(Collected data)
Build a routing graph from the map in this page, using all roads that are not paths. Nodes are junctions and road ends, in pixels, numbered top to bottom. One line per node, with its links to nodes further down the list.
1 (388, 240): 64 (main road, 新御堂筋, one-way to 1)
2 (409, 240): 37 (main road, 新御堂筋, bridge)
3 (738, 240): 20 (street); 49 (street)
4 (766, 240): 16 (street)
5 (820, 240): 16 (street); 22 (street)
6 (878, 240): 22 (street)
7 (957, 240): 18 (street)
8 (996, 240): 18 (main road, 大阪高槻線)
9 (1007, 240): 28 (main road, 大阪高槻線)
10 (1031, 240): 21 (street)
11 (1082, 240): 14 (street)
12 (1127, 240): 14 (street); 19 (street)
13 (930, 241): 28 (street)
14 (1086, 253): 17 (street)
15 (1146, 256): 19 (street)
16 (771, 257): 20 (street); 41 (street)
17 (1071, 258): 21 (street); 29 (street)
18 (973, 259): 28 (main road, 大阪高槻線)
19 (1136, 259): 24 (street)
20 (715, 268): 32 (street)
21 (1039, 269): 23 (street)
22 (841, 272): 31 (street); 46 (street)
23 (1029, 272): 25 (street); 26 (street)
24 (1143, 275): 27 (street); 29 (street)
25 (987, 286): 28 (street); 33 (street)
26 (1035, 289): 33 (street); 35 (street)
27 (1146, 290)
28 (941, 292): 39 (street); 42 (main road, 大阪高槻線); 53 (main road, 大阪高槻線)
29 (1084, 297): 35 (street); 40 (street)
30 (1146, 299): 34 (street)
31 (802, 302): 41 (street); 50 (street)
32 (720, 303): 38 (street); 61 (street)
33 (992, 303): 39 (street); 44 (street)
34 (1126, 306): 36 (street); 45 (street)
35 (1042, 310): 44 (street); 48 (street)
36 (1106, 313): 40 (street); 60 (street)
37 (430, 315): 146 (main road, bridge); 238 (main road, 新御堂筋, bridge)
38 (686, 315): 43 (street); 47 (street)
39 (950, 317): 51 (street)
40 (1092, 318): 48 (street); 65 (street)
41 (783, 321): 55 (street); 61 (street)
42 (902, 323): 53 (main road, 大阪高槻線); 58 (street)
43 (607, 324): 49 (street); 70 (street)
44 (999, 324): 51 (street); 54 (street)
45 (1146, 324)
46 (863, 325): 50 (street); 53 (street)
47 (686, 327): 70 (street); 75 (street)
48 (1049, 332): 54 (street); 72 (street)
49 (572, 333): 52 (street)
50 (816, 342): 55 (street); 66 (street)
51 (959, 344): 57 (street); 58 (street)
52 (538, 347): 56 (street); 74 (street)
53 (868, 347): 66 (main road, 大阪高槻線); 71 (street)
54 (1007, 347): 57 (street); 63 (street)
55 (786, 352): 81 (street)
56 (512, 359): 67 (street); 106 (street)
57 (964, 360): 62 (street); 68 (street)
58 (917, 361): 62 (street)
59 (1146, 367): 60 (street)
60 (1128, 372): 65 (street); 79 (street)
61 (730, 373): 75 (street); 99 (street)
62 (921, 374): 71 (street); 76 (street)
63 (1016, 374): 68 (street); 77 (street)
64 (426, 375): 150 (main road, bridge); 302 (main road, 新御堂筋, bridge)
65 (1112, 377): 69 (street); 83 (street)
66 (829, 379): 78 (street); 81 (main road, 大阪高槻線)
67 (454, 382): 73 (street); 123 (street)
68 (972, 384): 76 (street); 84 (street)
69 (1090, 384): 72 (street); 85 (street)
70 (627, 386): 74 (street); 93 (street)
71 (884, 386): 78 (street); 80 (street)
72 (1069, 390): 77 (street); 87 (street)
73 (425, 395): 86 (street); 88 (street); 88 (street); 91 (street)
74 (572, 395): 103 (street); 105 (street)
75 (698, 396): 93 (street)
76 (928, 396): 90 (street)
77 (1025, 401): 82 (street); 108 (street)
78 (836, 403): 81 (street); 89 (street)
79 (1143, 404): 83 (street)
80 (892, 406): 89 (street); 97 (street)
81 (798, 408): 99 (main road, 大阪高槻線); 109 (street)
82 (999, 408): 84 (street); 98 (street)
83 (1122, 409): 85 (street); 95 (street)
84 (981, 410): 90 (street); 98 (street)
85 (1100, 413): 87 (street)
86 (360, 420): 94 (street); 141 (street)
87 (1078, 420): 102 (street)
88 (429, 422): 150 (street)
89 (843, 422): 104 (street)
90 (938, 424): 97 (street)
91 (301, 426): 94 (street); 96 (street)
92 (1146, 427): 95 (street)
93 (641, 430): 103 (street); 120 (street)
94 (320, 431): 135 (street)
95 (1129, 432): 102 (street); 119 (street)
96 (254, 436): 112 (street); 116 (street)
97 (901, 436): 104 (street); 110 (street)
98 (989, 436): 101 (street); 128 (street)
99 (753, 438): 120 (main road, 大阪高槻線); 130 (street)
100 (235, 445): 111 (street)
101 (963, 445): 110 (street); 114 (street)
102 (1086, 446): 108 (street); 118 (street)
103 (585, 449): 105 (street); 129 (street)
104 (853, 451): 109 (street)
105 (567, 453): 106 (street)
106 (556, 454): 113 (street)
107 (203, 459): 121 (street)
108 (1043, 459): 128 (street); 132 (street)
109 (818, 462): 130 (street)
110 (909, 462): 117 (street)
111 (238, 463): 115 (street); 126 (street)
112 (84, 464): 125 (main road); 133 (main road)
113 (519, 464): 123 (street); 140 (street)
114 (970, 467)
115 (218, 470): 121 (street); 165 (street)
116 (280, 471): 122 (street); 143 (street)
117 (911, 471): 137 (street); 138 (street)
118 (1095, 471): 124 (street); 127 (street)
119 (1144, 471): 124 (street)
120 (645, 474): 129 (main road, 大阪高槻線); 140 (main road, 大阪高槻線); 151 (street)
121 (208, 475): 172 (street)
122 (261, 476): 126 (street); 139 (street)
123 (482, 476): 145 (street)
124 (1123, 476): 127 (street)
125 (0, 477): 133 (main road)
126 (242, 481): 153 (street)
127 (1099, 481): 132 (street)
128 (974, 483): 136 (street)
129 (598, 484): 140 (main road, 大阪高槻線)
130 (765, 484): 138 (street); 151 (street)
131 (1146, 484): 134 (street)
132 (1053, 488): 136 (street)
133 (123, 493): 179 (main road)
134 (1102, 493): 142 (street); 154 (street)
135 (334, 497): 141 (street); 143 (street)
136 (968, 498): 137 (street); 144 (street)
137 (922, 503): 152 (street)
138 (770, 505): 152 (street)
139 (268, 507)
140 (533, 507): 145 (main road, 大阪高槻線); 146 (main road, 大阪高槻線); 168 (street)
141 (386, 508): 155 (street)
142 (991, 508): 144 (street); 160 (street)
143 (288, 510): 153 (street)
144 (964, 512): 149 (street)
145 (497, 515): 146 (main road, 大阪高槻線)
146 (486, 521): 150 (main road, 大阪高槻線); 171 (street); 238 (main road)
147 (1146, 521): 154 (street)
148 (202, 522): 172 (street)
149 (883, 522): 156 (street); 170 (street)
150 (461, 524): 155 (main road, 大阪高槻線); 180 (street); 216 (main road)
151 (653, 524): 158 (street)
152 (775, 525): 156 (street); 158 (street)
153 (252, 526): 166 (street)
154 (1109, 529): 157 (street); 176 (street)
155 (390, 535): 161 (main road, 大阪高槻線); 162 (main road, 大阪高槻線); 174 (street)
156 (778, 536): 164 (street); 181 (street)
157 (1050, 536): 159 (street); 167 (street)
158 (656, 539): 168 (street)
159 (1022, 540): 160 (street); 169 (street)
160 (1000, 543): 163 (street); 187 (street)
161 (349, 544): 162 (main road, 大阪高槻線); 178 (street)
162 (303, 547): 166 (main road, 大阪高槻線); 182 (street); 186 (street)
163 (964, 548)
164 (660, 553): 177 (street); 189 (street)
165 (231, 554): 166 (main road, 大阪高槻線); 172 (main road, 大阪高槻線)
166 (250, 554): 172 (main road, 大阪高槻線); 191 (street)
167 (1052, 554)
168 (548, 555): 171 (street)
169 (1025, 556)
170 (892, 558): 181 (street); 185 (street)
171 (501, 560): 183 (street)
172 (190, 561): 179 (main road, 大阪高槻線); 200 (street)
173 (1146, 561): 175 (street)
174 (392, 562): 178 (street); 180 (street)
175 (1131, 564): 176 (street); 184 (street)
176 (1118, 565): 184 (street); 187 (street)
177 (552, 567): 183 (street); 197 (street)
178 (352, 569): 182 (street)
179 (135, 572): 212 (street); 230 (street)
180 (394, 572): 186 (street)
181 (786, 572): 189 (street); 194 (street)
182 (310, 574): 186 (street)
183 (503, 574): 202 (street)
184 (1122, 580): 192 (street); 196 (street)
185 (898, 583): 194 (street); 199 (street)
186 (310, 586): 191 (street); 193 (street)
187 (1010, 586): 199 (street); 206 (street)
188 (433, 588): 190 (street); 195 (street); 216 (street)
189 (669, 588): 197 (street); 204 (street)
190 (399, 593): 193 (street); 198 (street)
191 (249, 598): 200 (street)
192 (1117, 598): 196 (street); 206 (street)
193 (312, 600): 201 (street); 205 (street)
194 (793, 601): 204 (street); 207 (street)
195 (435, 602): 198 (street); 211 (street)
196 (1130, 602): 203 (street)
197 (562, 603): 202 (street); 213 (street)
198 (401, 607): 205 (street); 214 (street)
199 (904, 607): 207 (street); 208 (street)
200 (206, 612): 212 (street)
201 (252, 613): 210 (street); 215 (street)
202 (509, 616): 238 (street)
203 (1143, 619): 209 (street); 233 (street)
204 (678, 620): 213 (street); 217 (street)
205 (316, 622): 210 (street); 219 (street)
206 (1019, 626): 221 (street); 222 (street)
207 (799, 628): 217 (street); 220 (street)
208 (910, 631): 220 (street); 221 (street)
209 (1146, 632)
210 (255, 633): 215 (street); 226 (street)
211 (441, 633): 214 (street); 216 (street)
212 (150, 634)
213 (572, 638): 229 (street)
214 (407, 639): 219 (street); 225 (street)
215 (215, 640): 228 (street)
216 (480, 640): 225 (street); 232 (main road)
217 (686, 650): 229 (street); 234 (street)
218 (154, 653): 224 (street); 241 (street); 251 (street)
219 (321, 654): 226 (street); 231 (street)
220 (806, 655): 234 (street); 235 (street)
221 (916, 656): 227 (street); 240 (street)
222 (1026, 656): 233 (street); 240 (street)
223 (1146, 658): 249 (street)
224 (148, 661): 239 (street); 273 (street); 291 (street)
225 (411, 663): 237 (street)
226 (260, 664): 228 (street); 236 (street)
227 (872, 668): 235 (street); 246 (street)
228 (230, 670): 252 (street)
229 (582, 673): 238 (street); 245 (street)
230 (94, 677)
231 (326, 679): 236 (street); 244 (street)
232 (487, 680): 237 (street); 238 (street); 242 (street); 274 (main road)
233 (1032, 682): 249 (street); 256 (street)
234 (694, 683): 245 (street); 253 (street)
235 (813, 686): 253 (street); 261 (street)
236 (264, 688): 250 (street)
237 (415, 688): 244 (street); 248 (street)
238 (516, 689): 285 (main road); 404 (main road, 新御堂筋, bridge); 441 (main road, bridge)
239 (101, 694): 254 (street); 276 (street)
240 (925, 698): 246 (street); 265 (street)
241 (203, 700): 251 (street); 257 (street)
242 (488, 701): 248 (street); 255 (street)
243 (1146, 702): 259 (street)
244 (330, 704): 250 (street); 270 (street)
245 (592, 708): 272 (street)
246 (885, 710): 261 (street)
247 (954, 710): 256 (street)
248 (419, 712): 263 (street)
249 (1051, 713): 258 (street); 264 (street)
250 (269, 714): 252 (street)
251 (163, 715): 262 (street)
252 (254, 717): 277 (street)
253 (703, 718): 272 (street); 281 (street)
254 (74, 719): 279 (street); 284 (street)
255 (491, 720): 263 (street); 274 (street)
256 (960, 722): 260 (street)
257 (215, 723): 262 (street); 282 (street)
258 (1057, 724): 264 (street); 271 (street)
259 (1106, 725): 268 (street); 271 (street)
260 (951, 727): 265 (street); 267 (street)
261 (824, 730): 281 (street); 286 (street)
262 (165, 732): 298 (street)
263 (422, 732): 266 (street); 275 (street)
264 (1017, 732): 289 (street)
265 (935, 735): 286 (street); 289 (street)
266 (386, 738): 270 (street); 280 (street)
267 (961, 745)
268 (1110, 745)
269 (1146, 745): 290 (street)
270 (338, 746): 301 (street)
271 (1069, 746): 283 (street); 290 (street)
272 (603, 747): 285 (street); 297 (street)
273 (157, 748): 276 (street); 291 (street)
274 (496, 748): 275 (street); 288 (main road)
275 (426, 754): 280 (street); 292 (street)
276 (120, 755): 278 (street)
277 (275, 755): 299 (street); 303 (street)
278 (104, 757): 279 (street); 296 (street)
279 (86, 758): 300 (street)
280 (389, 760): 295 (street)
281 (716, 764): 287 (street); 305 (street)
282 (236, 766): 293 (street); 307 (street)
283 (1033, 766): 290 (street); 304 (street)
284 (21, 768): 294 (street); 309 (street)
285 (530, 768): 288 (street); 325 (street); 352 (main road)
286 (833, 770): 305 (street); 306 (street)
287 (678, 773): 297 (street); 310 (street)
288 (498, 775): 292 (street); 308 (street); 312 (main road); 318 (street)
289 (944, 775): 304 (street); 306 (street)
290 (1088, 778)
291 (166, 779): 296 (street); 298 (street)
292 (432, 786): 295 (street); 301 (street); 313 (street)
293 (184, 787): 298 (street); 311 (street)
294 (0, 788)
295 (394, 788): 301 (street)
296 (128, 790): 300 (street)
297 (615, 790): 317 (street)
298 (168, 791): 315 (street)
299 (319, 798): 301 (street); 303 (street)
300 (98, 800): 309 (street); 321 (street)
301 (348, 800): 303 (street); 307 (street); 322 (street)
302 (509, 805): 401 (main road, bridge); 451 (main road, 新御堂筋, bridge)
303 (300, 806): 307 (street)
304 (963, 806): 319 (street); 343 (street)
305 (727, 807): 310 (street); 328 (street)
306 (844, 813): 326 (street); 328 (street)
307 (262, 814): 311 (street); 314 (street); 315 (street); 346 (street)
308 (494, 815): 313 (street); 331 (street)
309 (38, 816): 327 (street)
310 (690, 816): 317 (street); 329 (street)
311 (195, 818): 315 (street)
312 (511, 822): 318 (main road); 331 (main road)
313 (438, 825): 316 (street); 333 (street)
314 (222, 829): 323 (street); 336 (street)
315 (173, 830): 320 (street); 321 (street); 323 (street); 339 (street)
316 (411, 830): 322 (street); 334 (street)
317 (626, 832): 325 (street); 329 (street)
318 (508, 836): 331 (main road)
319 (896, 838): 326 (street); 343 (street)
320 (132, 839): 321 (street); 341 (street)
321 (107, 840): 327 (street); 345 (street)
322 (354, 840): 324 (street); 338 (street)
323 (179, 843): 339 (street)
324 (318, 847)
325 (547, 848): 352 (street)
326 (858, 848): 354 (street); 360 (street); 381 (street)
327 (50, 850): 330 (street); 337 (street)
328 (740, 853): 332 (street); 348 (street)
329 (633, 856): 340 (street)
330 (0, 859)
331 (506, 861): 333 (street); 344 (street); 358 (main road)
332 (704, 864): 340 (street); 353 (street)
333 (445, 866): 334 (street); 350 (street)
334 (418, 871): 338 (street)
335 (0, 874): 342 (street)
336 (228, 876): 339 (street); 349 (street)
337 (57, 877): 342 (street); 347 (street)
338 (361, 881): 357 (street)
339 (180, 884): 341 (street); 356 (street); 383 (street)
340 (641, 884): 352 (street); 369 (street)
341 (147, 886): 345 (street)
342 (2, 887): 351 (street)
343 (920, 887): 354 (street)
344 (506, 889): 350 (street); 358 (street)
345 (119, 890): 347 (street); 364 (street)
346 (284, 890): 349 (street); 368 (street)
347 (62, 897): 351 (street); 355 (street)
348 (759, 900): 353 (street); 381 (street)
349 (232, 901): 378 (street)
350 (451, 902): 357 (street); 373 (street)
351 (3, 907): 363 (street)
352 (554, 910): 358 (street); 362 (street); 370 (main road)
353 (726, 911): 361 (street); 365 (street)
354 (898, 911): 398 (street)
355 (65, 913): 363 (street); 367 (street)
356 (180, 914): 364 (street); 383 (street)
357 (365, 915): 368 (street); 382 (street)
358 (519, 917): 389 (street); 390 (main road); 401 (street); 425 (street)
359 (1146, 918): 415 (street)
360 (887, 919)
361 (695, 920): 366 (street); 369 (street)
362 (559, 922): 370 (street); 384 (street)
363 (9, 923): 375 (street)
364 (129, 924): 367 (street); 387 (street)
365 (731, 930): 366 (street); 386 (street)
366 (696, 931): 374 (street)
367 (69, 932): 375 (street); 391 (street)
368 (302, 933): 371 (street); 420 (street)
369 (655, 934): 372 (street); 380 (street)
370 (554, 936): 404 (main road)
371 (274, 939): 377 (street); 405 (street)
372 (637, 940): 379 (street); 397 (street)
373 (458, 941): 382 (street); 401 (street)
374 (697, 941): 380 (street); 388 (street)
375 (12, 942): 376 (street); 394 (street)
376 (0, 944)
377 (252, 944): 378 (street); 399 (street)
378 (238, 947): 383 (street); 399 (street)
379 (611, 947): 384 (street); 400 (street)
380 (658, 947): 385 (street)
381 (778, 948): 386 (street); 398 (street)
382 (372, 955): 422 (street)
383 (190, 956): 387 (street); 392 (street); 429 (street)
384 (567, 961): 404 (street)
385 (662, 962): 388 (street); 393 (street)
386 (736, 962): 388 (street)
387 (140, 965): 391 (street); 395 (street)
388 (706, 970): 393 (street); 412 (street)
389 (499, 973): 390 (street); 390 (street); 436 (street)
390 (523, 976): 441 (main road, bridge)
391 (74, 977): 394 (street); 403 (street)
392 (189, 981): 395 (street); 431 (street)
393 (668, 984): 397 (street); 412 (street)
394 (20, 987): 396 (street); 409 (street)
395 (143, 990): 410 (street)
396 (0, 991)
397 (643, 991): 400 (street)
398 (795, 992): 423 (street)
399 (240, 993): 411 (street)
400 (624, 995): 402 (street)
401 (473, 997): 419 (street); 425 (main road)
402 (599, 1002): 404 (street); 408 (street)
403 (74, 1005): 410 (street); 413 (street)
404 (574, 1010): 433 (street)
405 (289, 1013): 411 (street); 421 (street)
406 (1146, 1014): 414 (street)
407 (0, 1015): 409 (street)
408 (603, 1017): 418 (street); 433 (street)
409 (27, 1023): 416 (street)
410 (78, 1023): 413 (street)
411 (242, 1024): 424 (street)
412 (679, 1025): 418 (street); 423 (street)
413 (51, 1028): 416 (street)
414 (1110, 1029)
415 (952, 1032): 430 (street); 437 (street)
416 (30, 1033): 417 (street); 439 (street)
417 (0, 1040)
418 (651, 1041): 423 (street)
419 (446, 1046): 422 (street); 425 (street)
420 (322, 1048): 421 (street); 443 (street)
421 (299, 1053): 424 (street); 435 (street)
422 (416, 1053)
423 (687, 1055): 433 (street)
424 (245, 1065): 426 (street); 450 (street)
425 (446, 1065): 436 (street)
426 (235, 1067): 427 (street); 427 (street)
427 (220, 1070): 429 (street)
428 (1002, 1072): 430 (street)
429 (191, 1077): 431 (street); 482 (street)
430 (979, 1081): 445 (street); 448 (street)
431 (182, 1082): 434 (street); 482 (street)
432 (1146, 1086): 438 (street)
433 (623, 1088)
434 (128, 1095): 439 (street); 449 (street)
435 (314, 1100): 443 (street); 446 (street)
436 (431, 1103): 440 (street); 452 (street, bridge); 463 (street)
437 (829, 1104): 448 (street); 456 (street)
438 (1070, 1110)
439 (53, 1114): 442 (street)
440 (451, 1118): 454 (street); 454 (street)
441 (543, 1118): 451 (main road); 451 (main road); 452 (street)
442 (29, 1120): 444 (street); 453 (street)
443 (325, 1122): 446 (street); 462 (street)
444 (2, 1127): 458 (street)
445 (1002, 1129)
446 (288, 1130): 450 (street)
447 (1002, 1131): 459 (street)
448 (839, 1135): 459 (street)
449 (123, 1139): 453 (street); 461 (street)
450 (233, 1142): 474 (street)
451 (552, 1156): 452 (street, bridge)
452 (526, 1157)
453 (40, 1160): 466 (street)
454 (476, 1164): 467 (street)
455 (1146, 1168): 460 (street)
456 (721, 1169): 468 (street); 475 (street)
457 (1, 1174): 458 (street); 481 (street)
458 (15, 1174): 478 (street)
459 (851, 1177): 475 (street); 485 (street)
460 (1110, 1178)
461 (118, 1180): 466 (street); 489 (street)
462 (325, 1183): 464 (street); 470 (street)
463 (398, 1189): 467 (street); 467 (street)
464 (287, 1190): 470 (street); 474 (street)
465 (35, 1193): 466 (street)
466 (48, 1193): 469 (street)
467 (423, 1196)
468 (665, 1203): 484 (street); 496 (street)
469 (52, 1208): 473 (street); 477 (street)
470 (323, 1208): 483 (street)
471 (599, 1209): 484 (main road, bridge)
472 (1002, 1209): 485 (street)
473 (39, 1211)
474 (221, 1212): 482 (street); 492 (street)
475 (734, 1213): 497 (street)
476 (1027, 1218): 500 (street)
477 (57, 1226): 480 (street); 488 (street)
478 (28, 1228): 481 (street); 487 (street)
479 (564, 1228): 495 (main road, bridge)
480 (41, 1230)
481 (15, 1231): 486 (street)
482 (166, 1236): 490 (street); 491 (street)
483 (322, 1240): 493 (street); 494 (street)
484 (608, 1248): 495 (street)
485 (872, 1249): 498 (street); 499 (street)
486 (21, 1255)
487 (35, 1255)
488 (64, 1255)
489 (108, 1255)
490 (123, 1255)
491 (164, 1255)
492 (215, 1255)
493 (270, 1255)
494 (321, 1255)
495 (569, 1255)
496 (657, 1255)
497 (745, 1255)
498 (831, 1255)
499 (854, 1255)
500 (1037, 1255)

EXERCISE:
Each line in the records above that contains the word "新御堂筋" must be copied.

OUTPUT OF THE EXERCISE:
1 (388, 240): 64 (main road, 新御堂筋, one-way to 1)
2 (409, 240): 37 (main road, 新御堂筋, bridge)
37 (430, 315): 146 (main road, bridge); 238 (main road, 新御堂筋, bridge)
64 (426, 375): 150 (main road, bridge); 302 (main road, 新御堂筋, bridge)
238 (516, 689): 285 (main road); 404 (main road, 新御堂筋, bridge); 441 (main road, bridge)
302 (509, 805): 401 (main road, bridge); 451 (main road, 新御堂筋, bridge)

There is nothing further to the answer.